L’Institut Confucius ambitionne enfin de devenir un outil dans les relations bilatérales entre Pékin et Genève. «Nous serons le seul centre d’études comparatives entre la Suisse et la Chine», se réjouit Basile Zimmermann. L’Université de Genève ouvre ainsi les portes de la capitale diplomatique suisse à l’élite académique chinoise. Et bientôt, un deuxième Institut Confucius devrait voir le jour dans la capitale économique, Zurich.

Le chef de la propagande du Parti communiste chinois, Li Changchun, considère les Instituts Confucius comme «un volet important de la propagande chinoise à l’étranger». Sur le site du Hanban, ils sont décrits comme des «ponts pour renforcer l’amitié et la coopération entre la Chine et le reste du monde».

Nicolas Zufferey, spécialisé dans l’étude du confucianisme, explique comment, à l’intérieur du pays, les valeurs prônées par le vieux sage – harmonie, respect de la hiérarchie et piété filiale – servent parfois au pouvoir à justifier son autoritarisme. «Presque plus personne ne croit au marxisme. La doctrine de Confucius offre une morale de substitution. Dans une Chine où l’Etat social fait encore souvent défaut, elle permet aussi d’inciter les enfants à s’occuper de leurs parents.»

Depuis les années 2000, la Chine entreprend de séduire le monde. La première puissance montante prend conscience de son déficit d’image. Le made in China n’est pas son meilleur atout auprès de l’opinion publique internationale. L’Empire du Milieu tente alors de redorer son blason.

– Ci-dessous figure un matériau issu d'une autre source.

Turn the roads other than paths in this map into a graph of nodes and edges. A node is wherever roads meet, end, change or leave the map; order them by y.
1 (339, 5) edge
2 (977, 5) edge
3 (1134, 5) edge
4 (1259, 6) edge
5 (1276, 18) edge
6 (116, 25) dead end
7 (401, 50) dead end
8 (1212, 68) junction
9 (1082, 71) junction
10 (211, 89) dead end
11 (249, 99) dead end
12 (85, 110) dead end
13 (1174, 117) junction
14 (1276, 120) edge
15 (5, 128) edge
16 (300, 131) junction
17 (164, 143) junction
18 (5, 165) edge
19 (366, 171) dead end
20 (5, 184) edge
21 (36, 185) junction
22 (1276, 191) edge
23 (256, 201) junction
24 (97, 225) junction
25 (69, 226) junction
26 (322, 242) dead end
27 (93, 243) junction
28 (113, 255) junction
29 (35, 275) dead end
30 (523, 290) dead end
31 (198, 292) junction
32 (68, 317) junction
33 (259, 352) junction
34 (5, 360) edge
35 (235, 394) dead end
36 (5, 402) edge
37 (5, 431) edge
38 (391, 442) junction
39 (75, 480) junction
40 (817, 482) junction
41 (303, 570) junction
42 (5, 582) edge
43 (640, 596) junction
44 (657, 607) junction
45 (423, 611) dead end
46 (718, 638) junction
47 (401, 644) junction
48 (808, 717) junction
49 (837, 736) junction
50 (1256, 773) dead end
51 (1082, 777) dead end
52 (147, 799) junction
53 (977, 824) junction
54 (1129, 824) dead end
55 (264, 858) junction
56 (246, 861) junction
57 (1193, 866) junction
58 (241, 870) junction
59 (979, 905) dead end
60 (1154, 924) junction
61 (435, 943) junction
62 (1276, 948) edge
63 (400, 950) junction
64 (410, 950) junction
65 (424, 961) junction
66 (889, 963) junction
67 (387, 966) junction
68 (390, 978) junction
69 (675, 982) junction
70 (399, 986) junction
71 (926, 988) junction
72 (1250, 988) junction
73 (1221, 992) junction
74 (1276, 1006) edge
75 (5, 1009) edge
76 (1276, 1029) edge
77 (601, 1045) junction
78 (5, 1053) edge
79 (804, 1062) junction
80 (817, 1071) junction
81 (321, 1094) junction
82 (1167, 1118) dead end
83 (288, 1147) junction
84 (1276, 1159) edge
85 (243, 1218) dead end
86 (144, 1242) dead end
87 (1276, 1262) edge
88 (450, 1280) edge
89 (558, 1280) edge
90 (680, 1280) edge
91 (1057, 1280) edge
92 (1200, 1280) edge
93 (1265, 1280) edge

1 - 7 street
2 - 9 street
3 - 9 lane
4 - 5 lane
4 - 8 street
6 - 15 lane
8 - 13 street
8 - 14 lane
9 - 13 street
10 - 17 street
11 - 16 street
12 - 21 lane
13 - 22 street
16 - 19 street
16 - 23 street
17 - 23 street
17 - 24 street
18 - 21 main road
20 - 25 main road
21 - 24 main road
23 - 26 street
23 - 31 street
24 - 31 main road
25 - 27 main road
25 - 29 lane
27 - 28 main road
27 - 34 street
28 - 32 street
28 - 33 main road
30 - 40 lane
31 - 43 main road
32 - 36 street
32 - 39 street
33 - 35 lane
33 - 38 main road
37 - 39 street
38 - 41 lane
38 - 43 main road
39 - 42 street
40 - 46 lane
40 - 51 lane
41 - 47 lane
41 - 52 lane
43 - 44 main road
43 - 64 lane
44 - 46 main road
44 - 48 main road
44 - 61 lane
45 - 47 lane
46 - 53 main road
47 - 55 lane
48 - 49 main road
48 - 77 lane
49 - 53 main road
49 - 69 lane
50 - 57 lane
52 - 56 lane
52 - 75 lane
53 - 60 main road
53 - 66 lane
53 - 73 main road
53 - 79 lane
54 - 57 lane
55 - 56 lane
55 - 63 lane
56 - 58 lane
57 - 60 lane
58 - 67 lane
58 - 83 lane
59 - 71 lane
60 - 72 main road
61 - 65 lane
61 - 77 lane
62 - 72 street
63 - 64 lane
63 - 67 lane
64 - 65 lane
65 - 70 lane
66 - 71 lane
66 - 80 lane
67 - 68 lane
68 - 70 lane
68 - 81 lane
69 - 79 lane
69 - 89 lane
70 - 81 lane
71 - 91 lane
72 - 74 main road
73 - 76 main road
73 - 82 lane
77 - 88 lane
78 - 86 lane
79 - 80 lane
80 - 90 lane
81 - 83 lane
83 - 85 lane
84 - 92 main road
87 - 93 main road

«L’opinion publique internationale reste majoritairement critique, estime François Godement. C’est dans les pays en développement que le pays suscite le plus d’enthousiasme. En Occident, la Chine aurait plus de chances de séduire au travers de personnalités culturelles fortes et indépendantes.» Mais elle n’est pas prèsd’emprunter cette voie hasardeuse. Preuve en est la détention, depuis début avril, de l’artiste mondialement connu Ai Weiwei, libéré hier. «Ai Weiwei est un agitateur politique doué de formidables intuitions de marketing artistique et politique. Mais la Chine a bien trop peur que ce symbole ne lui échappe.»